EU Industry Commissioner Antonio Tajani presented proposals on the new set of standards Monday. They must be debated and approved by EU member countries before becoming law.
"We will considerably increase the safety of these vehicles and reduce their harmful emissions," he said.
Europe's motorcycle industry employs about 150,000 workers and includes brands such as Italy's Ducati and Germany's BMW.
The sector has been hit hard by the economic crisis, with sales about one third below pre-crisis levels, so industry body ACEM called for costly regulations to be phased in slowly.
"Competitiveness should have been more at the core of this document," said ACEM president Stefan Pierer.
Around 90 percent of manufacturing takes place in France, Italy, and Spain, including in some of Europe's worst-hit regions.
Toxic emissions from mopeds and motorbikes, such as nitrogen oxide and hydrocarbons, are to be tackled from 2014 onwards.
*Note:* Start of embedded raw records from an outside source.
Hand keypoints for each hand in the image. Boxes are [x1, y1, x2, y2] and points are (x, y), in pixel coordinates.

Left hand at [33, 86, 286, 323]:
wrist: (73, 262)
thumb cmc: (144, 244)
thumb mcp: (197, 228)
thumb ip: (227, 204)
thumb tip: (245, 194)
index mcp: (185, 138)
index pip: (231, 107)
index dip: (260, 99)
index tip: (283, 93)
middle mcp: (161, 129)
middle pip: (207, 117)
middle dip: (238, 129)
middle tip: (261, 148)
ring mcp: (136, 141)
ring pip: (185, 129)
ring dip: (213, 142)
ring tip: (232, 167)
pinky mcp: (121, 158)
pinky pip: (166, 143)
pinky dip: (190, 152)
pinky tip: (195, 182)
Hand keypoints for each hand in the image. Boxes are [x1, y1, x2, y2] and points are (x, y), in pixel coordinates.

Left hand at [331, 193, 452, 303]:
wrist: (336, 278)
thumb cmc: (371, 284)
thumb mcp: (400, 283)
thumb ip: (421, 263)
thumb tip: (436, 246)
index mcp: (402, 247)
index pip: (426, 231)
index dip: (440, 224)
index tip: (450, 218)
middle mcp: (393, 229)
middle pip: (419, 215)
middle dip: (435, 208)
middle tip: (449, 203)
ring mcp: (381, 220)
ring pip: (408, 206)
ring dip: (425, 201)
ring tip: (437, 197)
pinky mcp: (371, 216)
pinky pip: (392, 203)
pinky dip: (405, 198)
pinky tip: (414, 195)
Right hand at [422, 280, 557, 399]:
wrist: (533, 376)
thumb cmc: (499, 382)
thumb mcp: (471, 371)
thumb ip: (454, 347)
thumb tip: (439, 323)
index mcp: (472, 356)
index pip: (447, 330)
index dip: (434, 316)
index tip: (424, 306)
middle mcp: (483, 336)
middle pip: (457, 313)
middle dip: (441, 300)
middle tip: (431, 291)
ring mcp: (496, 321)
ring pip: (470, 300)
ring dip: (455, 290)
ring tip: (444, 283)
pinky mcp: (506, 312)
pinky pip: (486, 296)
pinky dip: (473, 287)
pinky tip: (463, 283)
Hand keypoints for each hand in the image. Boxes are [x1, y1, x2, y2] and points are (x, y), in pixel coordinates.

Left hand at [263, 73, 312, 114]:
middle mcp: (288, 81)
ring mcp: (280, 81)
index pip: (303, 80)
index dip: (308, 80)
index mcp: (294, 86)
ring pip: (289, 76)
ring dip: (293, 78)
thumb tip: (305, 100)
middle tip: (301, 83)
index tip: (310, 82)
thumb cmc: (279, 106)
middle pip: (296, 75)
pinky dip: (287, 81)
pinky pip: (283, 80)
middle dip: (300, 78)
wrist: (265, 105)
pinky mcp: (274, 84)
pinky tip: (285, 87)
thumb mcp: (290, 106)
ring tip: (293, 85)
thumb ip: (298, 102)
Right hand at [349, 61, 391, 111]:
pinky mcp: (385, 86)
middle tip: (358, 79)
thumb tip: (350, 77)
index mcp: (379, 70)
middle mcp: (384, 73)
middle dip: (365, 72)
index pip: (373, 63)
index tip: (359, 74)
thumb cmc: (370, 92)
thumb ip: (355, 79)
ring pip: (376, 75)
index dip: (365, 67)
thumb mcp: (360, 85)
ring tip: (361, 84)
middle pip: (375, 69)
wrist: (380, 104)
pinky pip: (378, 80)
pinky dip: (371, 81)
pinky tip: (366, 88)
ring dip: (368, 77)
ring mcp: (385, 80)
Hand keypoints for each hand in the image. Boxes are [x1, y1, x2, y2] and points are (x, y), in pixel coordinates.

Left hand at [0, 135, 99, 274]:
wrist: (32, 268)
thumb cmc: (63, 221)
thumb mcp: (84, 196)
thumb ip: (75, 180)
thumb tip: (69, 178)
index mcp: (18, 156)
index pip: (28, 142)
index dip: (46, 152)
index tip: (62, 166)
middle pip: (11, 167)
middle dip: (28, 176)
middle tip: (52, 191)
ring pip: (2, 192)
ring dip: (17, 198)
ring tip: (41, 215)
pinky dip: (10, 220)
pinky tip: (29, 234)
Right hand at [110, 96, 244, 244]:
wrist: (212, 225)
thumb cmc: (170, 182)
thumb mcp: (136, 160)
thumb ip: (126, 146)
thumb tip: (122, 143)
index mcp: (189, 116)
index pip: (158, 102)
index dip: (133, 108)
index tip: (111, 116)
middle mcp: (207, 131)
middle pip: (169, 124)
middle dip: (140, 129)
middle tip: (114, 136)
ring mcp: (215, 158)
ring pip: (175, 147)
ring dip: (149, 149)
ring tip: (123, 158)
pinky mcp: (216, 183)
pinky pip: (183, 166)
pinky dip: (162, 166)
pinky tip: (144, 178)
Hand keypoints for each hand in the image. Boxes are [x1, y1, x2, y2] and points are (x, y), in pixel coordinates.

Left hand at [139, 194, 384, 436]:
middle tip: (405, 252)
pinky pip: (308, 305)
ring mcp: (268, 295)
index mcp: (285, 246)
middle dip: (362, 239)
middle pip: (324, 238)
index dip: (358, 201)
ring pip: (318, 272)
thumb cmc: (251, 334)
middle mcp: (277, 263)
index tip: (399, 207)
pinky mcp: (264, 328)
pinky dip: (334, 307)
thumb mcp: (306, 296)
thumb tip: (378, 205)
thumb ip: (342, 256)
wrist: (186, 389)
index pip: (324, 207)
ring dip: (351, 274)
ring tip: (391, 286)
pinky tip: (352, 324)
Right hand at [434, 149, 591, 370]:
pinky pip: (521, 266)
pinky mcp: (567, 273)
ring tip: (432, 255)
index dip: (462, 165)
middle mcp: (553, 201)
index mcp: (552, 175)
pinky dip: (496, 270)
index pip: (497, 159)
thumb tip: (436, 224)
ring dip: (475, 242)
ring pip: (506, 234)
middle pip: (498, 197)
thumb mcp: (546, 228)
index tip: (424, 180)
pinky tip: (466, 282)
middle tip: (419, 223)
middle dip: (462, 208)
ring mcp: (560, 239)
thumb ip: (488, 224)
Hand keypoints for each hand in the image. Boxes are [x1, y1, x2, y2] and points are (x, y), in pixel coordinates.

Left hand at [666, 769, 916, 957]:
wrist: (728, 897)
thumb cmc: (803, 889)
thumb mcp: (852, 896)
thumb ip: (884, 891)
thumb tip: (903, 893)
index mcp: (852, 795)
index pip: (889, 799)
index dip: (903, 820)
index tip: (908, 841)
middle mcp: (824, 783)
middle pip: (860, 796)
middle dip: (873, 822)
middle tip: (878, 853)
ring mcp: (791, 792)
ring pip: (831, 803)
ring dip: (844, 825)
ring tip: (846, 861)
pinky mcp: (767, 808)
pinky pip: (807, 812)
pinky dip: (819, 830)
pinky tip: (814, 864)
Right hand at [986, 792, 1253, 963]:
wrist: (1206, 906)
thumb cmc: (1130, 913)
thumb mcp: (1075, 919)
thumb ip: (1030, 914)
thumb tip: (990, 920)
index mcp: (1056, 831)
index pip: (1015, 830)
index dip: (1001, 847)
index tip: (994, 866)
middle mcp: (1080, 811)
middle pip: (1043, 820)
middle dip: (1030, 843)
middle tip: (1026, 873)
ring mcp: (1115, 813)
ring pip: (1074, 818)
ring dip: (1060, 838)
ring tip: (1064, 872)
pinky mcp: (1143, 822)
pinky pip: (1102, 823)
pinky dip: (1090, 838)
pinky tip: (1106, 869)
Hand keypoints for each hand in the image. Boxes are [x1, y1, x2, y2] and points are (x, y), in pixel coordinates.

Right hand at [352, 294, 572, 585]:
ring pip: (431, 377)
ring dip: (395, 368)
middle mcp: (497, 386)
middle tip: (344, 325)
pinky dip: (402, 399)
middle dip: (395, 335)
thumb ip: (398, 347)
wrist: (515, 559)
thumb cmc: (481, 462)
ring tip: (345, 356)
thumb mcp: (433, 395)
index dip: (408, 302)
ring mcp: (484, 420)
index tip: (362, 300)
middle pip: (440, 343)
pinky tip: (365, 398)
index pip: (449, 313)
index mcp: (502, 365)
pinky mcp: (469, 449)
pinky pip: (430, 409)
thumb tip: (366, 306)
The Commmission's proposals do not currently foresee a cap on the main gas blamed for climate change, carbon dioxide.
Instead it wants manufacturers to start reporting CO2 output and fuel efficiency from 2013 -- a typical first step that comes before a green labeling system to help consumers make fuel efficient choices.
The Commission dropped earlier suggestions that the power of motorcycles be capped, saying there was insufficient evidence that high powered motorbikes were more dangerous.
Medium- and high-performance bikes will have to be fitted with anti-lock braking systems to minimize skidding during emergency braking. Lower performance bikes will also face braking standards.
Over 5,500 motorcyclists died in 2008, at a rate 18 times greater than for car passengers. Every year in the EU between 30,000 and 72,000 motorcycle riders suffer a serious injury.